BEGIN The data

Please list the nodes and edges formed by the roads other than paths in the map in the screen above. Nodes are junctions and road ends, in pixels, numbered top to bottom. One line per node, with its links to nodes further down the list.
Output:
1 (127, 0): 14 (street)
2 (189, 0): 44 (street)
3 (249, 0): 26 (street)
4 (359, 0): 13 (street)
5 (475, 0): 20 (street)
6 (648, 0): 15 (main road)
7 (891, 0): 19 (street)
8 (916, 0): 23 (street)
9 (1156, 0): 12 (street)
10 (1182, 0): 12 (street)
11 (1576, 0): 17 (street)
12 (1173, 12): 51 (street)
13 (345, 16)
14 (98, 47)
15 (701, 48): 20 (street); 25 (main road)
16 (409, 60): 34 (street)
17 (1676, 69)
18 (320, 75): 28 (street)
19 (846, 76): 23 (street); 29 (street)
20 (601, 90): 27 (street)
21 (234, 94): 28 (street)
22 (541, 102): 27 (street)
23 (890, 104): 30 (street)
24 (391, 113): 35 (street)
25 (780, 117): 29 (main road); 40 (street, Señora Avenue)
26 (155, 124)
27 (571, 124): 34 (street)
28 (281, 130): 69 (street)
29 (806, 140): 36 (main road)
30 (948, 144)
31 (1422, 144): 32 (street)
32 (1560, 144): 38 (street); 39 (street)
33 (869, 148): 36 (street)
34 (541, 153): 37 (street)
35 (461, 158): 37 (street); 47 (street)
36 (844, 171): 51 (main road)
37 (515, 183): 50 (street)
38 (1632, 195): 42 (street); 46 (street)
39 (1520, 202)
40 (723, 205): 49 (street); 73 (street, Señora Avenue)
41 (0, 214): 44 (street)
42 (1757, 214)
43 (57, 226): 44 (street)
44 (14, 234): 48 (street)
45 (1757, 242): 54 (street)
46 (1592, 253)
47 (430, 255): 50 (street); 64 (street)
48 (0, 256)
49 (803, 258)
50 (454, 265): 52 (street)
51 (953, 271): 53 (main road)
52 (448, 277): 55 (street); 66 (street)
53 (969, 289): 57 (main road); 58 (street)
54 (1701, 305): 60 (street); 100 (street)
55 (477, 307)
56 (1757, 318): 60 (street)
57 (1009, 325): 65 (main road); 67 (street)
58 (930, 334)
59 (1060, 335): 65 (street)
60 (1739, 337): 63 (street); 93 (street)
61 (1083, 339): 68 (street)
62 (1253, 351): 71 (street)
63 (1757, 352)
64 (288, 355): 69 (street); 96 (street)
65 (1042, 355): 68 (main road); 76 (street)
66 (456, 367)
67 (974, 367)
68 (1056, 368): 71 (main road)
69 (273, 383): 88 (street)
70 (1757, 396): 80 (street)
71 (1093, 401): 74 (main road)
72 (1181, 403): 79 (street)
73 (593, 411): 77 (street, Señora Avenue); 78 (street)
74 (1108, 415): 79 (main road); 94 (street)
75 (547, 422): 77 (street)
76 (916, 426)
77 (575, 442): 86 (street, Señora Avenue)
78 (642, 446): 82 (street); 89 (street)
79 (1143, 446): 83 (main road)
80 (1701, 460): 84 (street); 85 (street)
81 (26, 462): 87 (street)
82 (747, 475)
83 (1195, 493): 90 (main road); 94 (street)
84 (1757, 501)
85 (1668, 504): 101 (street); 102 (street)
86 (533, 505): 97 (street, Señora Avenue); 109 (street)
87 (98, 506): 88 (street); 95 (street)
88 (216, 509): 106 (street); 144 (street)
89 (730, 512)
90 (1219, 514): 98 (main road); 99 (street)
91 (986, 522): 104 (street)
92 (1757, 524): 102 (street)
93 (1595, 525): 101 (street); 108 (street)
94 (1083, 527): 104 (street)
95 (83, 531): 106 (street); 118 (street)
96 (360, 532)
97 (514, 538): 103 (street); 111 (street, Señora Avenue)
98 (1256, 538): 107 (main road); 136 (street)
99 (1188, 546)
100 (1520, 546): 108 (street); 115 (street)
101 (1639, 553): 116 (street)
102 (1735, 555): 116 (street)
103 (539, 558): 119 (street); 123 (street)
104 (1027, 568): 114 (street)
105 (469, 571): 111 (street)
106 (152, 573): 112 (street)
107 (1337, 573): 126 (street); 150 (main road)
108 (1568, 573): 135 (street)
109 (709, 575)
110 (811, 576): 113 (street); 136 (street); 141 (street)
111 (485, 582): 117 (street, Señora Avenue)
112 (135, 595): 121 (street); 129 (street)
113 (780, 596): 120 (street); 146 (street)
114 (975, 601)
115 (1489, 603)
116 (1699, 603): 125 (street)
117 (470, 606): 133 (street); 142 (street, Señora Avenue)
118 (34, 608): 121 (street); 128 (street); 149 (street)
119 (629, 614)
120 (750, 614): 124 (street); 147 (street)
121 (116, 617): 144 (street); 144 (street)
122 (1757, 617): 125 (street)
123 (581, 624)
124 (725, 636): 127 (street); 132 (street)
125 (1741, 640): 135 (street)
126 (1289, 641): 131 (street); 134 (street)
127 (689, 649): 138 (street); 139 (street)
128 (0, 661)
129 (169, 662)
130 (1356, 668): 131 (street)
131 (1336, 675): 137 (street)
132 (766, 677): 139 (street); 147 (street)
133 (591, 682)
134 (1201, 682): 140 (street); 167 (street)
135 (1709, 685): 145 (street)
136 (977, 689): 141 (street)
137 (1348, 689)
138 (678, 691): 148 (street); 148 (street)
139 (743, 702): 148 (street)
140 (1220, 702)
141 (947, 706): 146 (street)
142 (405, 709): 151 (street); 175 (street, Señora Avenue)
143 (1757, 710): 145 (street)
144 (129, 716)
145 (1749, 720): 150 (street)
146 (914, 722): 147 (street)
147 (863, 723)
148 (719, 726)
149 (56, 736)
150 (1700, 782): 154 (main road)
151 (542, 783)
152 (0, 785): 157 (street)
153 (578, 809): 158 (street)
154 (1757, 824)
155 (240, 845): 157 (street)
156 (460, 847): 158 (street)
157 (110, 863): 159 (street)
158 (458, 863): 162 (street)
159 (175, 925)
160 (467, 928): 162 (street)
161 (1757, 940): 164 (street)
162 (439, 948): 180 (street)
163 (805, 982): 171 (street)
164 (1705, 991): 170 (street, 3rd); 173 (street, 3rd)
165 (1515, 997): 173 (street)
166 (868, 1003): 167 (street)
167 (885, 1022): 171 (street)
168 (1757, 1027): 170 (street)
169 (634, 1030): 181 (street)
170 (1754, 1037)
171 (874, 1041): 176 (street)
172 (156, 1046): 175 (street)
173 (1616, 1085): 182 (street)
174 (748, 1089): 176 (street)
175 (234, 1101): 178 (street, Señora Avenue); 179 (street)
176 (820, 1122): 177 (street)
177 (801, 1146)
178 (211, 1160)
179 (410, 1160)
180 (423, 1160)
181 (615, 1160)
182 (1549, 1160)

END The data

- **Work to be completed**
Write a verbatim copy of the listing above.

- **Response for this exercise**
Please list the nodes and edges formed by the roads other than paths in the map in the screen above. Nodes are junctions and road ends, in pixels, numbered top to bottom. One line per node, with its links to nodes further down the list.
Output:
1 (127, 0): 14 (street)
2 (189, 0): 44 (street)
3 (249, 0): 26 (street)
4 (359, 0): 13 (street)
5 (475, 0): 20 (street)
6 (648, 0): 15 (main road)
7 (891, 0): 19 (street)
8 (916, 0): 23 (street)
9 (1156, 0): 12 (street)
10 (1182, 0): 12 (street)
11 (1576, 0): 17 (street)
12 (1173, 12): 51 (street)
13 (345, 16)
14 (98, 47)
15 (701, 48): 20 (street); 25 (main road)
16 (409, 60): 34 (street)
17 (1676, 69)
18 (320, 75): 28 (street)
19 (846, 76): 23 (street); 29 (street)
20 (601, 90): 27 (street)
21 (234, 94): 28 (street)
22 (541, 102): 27 (street)
23 (890, 104): 30 (street)
24 (391, 113): 35 (street)
25 (780, 117): 29 (main road); 40 (street, Señora Avenue)
26 (155, 124)
27 (571, 124): 34 (street)
28 (281, 130): 69 (street)
29 (806, 140): 36 (main road)
30 (948, 144)
31 (1422, 144): 32 (street)
32 (1560, 144): 38 (street); 39 (street)
33 (869, 148): 36 (street)
34 (541, 153): 37 (street)
35 (461, 158): 37 (street); 47 (street)
36 (844, 171): 51 (main road)
37 (515, 183): 50 (street)
38 (1632, 195): 42 (street); 46 (street)
39 (1520, 202)
40 (723, 205): 49 (street); 73 (street, Señora Avenue)
41 (0, 214): 44 (street)
42 (1757, 214)
43 (57, 226): 44 (street)
44 (14, 234): 48 (street)
45 (1757, 242): 54 (street)
46 (1592, 253)
47 (430, 255): 50 (street); 64 (street)
48 (0, 256)
49 (803, 258)
50 (454, 265): 52 (street)
51 (953, 271): 53 (main road)
52 (448, 277): 55 (street); 66 (street)
53 (969, 289): 57 (main road); 58 (street)
54 (1701, 305): 60 (street); 100 (street)
55 (477, 307)
56 (1757, 318): 60 (street)
57 (1009, 325): 65 (main road); 67 (street)
58 (930, 334)
59 (1060, 335): 65 (street)
60 (1739, 337): 63 (street); 93 (street)
61 (1083, 339): 68 (street)
62 (1253, 351): 71 (street)
63 (1757, 352)
64 (288, 355): 69 (street); 96 (street)
65 (1042, 355): 68 (main road); 76 (street)
66 (456, 367)
67 (974, 367)
68 (1056, 368): 71 (main road)
69 (273, 383): 88 (street)
70 (1757, 396): 80 (street)
71 (1093, 401): 74 (main road)
72 (1181, 403): 79 (street)
73 (593, 411): 77 (street, Señora Avenue); 78 (street)
74 (1108, 415): 79 (main road); 94 (street)
75 (547, 422): 77 (street)
76 (916, 426)
77 (575, 442): 86 (street, Señora Avenue)
78 (642, 446): 82 (street); 89 (street)
79 (1143, 446): 83 (main road)
80 (1701, 460): 84 (street); 85 (street)
81 (26, 462): 87 (street)
82 (747, 475)
83 (1195, 493): 90 (main road); 94 (street)
84 (1757, 501)
85 (1668, 504): 101 (street); 102 (street)
86 (533, 505): 97 (street, Señora Avenue); 109 (street)
87 (98, 506): 88 (street); 95 (street)
88 (216, 509): 106 (street); 144 (street)
89 (730, 512)
90 (1219, 514): 98 (main road); 99 (street)
91 (986, 522): 104 (street)
92 (1757, 524): 102 (street)
93 (1595, 525): 101 (street); 108 (street)
94 (1083, 527): 104 (street)
95 (83, 531): 106 (street); 118 (street)
96 (360, 532)
97 (514, 538): 103 (street); 111 (street, Señora Avenue)
98 (1256, 538): 107 (main road); 136 (street)
99 (1188, 546)
100 (1520, 546): 108 (street); 115 (street)
101 (1639, 553): 116 (street)
102 (1735, 555): 116 (street)
103 (539, 558): 119 (street); 123 (street)
104 (1027, 568): 114 (street)
105 (469, 571): 111 (street)
106 (152, 573): 112 (street)
107 (1337, 573): 126 (street); 150 (main road)
108 (1568, 573): 135 (street)
109 (709, 575)
110 (811, 576): 113 (street); 136 (street); 141 (street)
111 (485, 582): 117 (street, Señora Avenue)
112 (135, 595): 121 (street); 129 (street)
113 (780, 596): 120 (street); 146 (street)
114 (975, 601)
115 (1489, 603)
116 (1699, 603): 125 (street)
117 (470, 606): 133 (street); 142 (street, Señora Avenue)
118 (34, 608): 121 (street); 128 (street); 149 (street)
119 (629, 614)
120 (750, 614): 124 (street); 147 (street)
121 (116, 617): 144 (street); 144 (street)
122 (1757, 617): 125 (street)
123 (581, 624)
124 (725, 636): 127 (street); 132 (street)
125 (1741, 640): 135 (street)
126 (1289, 641): 131 (street); 134 (street)
127 (689, 649): 138 (street); 139 (street)
128 (0, 661)
129 (169, 662)
130 (1356, 668): 131 (street)
131 (1336, 675): 137 (street)
132 (766, 677): 139 (street); 147 (street)
133 (591, 682)
134 (1201, 682): 140 (street); 167 (street)
135 (1709, 685): 145 (street)
136 (977, 689): 141 (street)
137 (1348, 689)
138 (678, 691): 148 (street); 148 (street)
139 (743, 702): 148 (street)
140 (1220, 702)
141 (947, 706): 146 (street)
142 (405, 709): 151 (street); 175 (street, Señora Avenue)
143 (1757, 710): 145 (street)
144 (129, 716)
145 (1749, 720): 150 (street)
146 (914, 722): 147 (street)
147 (863, 723)
148 (719, 726)
149 (56, 736)
150 (1700, 782): 154 (main road)
151 (542, 783)
152 (0, 785): 157 (street)
153 (578, 809): 158 (street)
154 (1757, 824)
155 (240, 845): 157 (street)
156 (460, 847): 158 (street)
157 (110, 863): 159 (street)
158 (458, 863): 162 (street)
159 (175, 925)
160 (467, 928): 162 (street)
161 (1757, 940): 164 (street)
162 (439, 948): 180 (street)
163 (805, 982): 171 (street)
164 (1705, 991): 170 (street, 3rd); 173 (street, 3rd)
165 (1515, 997): 173 (street)
166 (868, 1003): 167 (street)
167 (885, 1022): 171 (street)
168 (1757, 1027): 170 (street)
169 (634, 1030): 181 (street)
170 (1754, 1037)
171 (874, 1041): 176 (street)
172 (156, 1046): 175 (street)
173 (1616, 1085): 182 (street)
174 (748, 1089): 176 (street)
175 (234, 1101): 178 (street, Señora Avenue); 179 (street)
176 (820, 1122): 177 (street)
177 (801, 1146)
178 (211, 1160)
179 (410, 1160)
180 (423, 1160)
181 (615, 1160)
182 (1549, 1160)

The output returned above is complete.